Forum OpenACS Development: Re: ad_conn peeraddr

Collapse
3: Re: ad_conn peeraddr (response to 2)
Posted by Tom Jackson on
This is a bug in AOLserver, or a limitation. There are two pieces of information. One is the ip address which AOLserver is connected to called the peeraddr in ns_conn. The other is the client ip. AOLserver uses the peeraddr for ns_conn and logging to the access.log file. It is ignorant of the client ip, but sometimes they are the same. If you overwrite the peeraddr with the client ip, it is also a bug. You should probably, for long term stability, create a new name for the new information. Then if you compare the two, you can always tell if there was a proxy or not.

I also wonder how this interacts with SSL. Doesn't SSL have to go straight through, or how does that work?

Collapse
4: Re: ad_conn peeraddr (response to 3)
Posted by Gustaf Neumann on
We use the code above with SSL via pound (client connects to pound via SSL, pound connects to backend via plain HTTP). Pound uses different backends for different tasks. So, the only complete log file is the one provided by pound, which contains as well the correct IP addresses of the clients.
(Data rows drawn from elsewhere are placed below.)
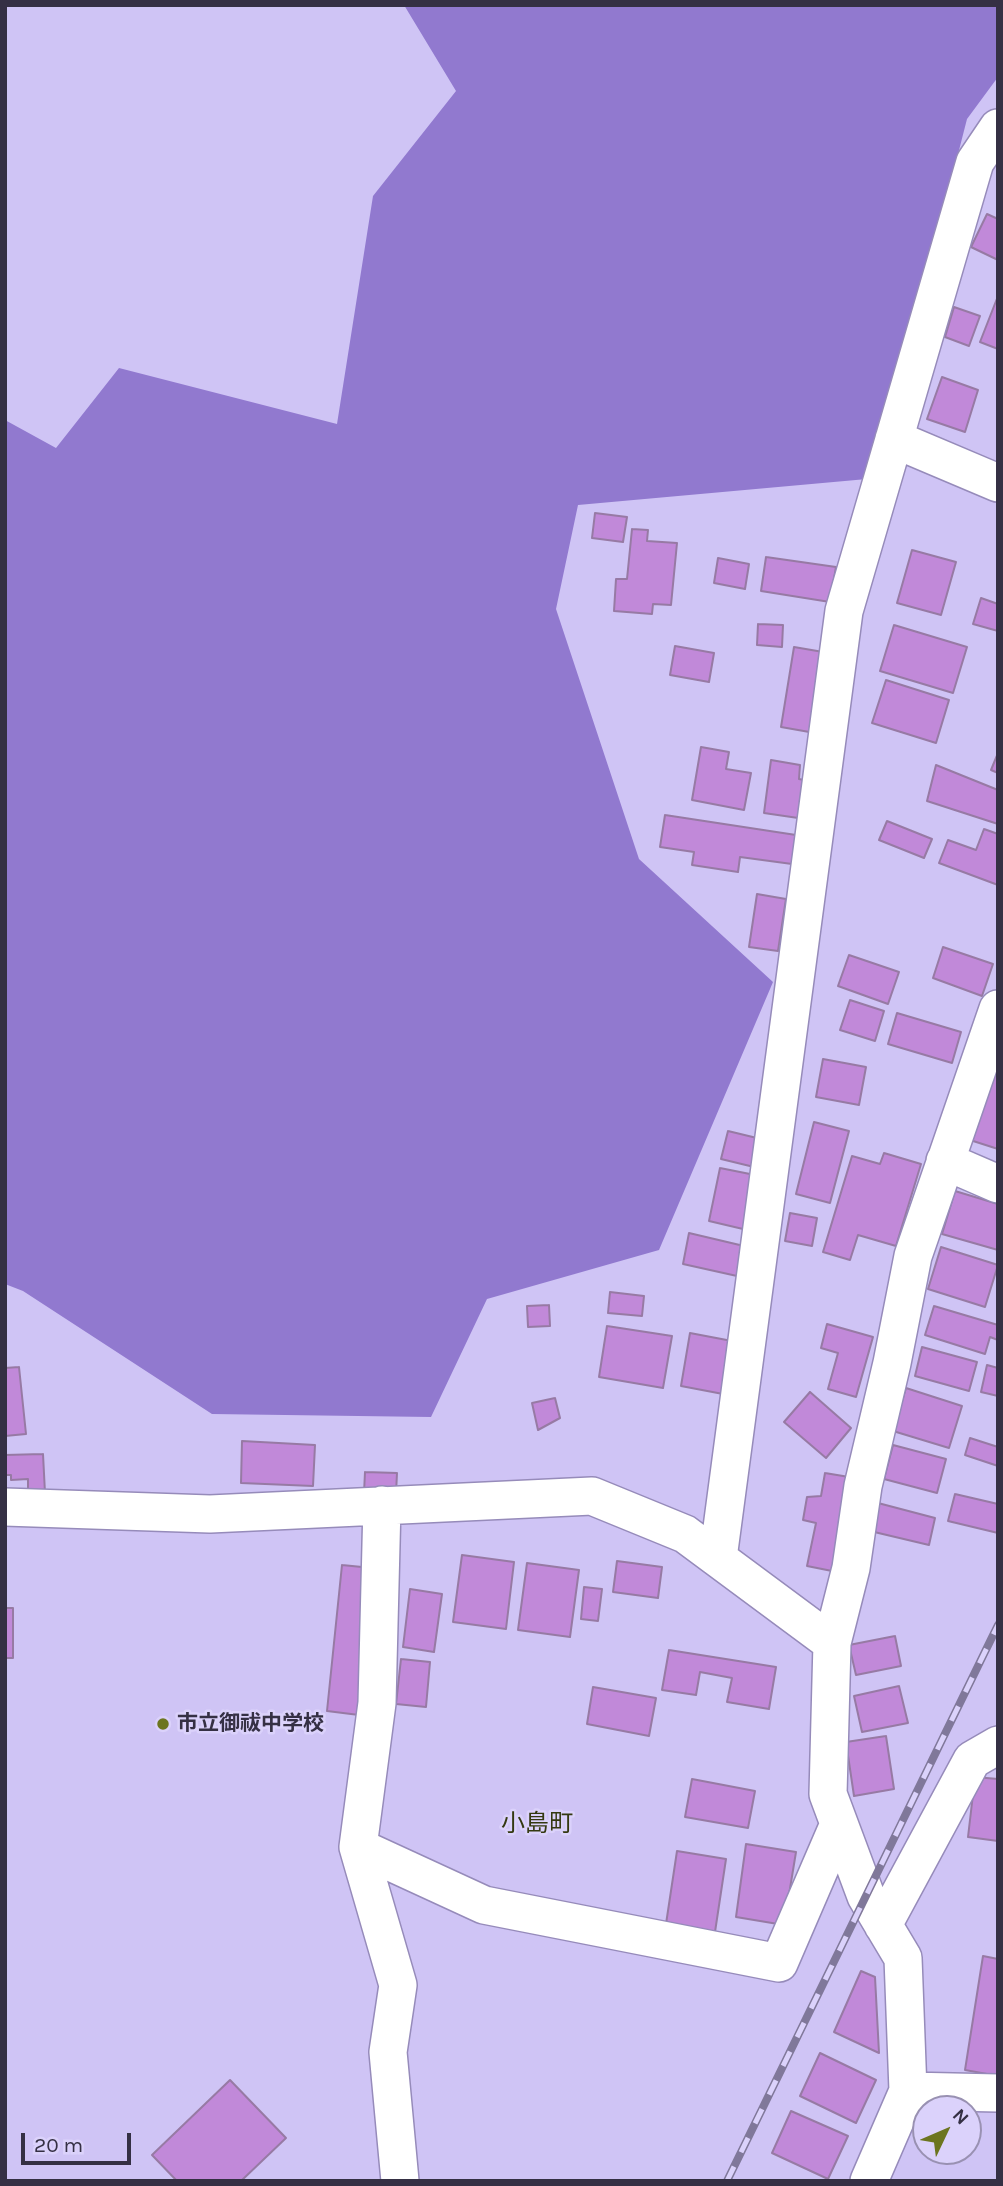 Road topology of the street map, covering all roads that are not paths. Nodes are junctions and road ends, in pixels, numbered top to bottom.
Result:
1 (998, 128) edge
2 (894, 439) junction
3 (998, 483) edge
4 (998, 1009) edge
5 (945, 1161) junction
6 (998, 1184) edge
7 (382, 1505) junction
8 (5, 1507) edge
9 (718, 1558) junction
10 (832, 1643) junction
11 (998, 1745) edge
12 (839, 1824) junction
13 (358, 1847) junction
14 (883, 1926) junction
15 (908, 2091) junction
16 (998, 2092) edge
17 (400, 2181) edge
18 (869, 2181) edge

1 - 2 street
2 - 3 street
2 - 9 street
4 - 5 street
5 - 6 street
5 - 10 street
7 - 8 street
7 - 9 street
7 - 13 street
9 - 10 street
10 - 12 street
11 - 14 street
12 - 13 street
12 - 14 street
13 - 17 street
14 - 15 street
15 - 16 street
15 - 18 street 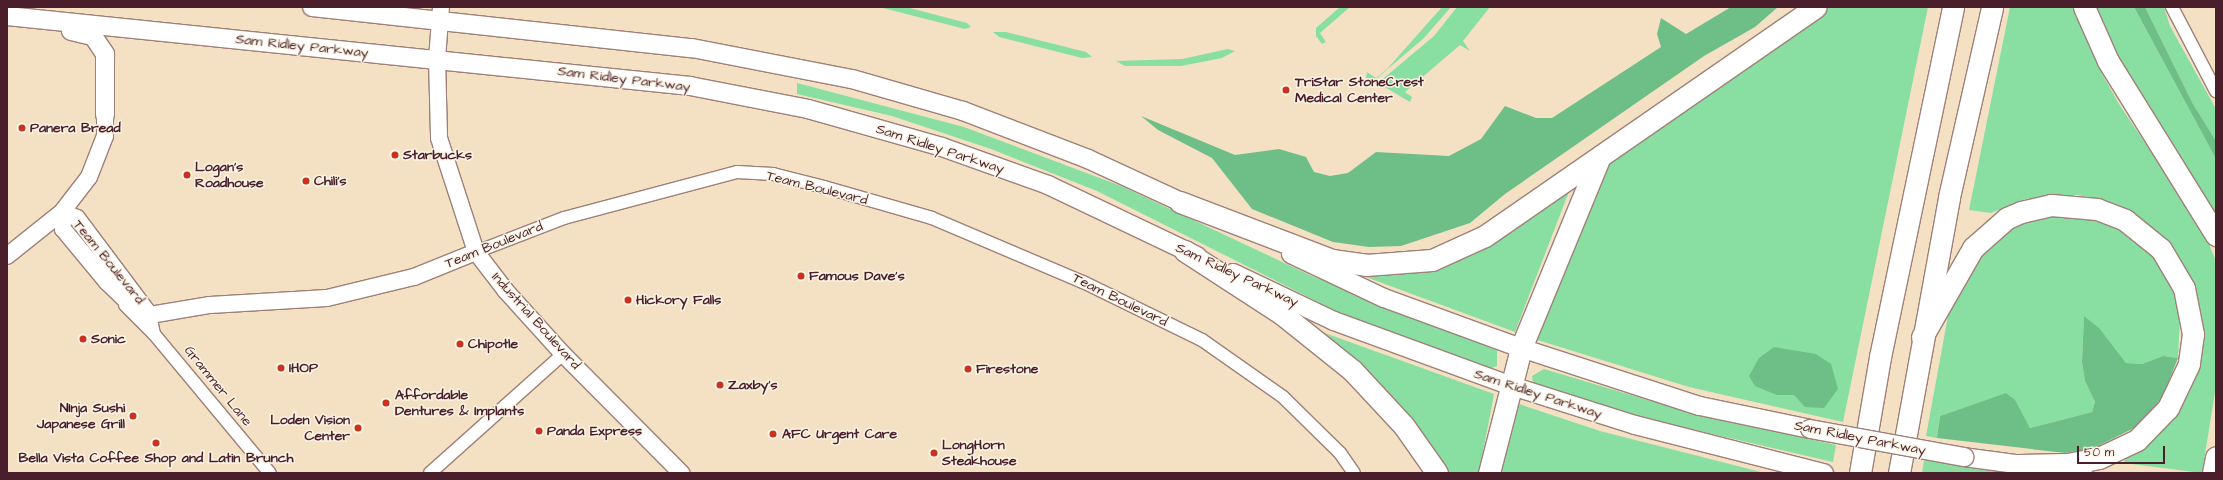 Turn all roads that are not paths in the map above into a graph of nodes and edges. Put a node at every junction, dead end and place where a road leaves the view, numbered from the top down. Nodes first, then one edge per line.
1 (312, 7) edge
2 (1816, 7) edge
3 (1952, 7) edge
4 (1992, 7) edge
5 (2084, 7) edge
6 (2172, 7) edge
7 (440, 14) edge
8 (7, 16) edge
9 (7, 24) edge
10 (437, 60) junction
11 (2216, 91) edge
12 (105, 115) joint
13 (1600, 157) junction
14 (1180, 202) junction
15 (62, 212) junction
16 (2216, 235) edge
17 (102, 248) junction
18 (1185, 251) junction
19 (476, 252) junction
20 (7, 256) edge
21 (88, 260) junction
22 (107, 282) junction
23 (150, 315) junction
24 (154, 334) junction
25 (1922, 337) junction
26 (1522, 348) junction
27 (563, 354) junction
28 (1512, 386) junction
29 (2216, 457) edge
30 (2018, 465) junction
31 (270, 473) edge
32 (430, 473) edge
33 (680, 473) edge
34 (1354, 473) edge
35 (1437, 473) edge
36 (1489, 473) edge
37 (1824, 473) edge
38 (1860, 473) edge
39 (1899, 473) edge
40 (2083, 473) edge
41 (2213, 473) edge

1 - 7 main road, Sam Ridley Parkway
2 - 13 highway
3 - 38 highway
4 - 25 highway
5 - 16 highway
6 - 11 street
7 - 10 street, Industrial Boulevard
7 - 14 main road, Sam Ridley Parkway
8 - 10 main road, Sam Ridley Parkway
9 - 12 main road
10 - 18 main road, Sam Ridley Parkway
10 - 19 street, Industrial Boulevard
12 - 15 street
13 - 14 highway
13 - 26 highway
14 - 26 main road, Sam Ridley Parkway
15 - 17 street, Team Boulevard
15 - 20 street
15 - 21 street, Team Boulevard
17 - 21 street
17 - 23 street, Team Boulevard
18 - 28 main road, Sam Ridley Parkway
18 - 35 highway
19 - 23 street, Team Boulevard
19 - 27 street, Industrial Boulevard
19 - 34 street, Team Boulevard
21 - 22 street, Team Boulevard
22 - 23 street, Team Boulevard
22 - 24 street
23 - 24 street, Grammer Lane
24 - 31 street, Grammer Lane
25 - 30 highway
25 - 39 highway
26 - 28 highway
26 - 30 main road, Sam Ridley Parkway, bridge
27 - 32 street
27 - 33 street, Industrial Boulevard
28 - 36 highway
28 - 37 main road, Sam Ridley Parkway
29 - 41 highway
30 - 40 main road, Sam Ridley Parkway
On the backend side everything using ad_conn reports the client ip address as "ad_conn peeraddr" (e.g. request monitor, creation_ip in acs_objects, etc.). Since all but developer traffic (via VLAN) is routed via the reverse proxy, recording the ip address of the proxy is certainly not useful. I would call it rather a bug, seeing always the proxy's ip address, where the code-writer had obviously the intention to report the client IP address. In the parts of OpenACS we are using, we found no place, where having the proxy as the peer address makes sense.

However, I do agree, that in principle one should have two fields, such as peer_addr and client_addr, and that the usages should be changed from "ad_conn peeraddr" to "ad_conn clientaddr". However, the change above is less invasive, and one has actually always both info at hand: one can use still "ns_conn peeraddr" for the bare-bone info.

Collapse
6: Re: ad_conn peeraddr (response to 4)
Posted by Malte Sussdorff on
Gustaf (or anyone else), how do you handle the fact that you might want to force SSL connections to Pound, yet security::secure_conn_p returns 0 always (as the reverse proxy is using http to communicate to the AOLserver). Is there a trick so I can tell security::secure_conn_p that the original request is actually secure ?
Collapse
7: Re: ad_conn peeraddr (response to 6)
Posted by Gustaf Neumann on
Pound adds multiple X-SSL-* request header fields to the request. The backend can query these and could set security::secure_conn_p (see https://www.apsis.ch/pound.html).
This was not an issue for us, since we only allow SSL connections from the outside world.

guess, with nginx one can get the same behaviour by using proxy_set_header.

Collapse
5: Re: ad_conn peeraddr (response to 3)
Posted by Malte Sussdorff on
Tom, That is not entirely correct. If you provide the X-Forward-For header AOLserver correctly logs this into the access.log. So it is probably only an omission.

As for the parameter suggested by Gustaf, that is fine with me as well, could you provide a full diff so we can actually TIP this? (though I cannot see why anyone would want the IP Address of the proxy when calling ad_conn peeraddr and if they want, they can still fallback to ns_conn peeraddr).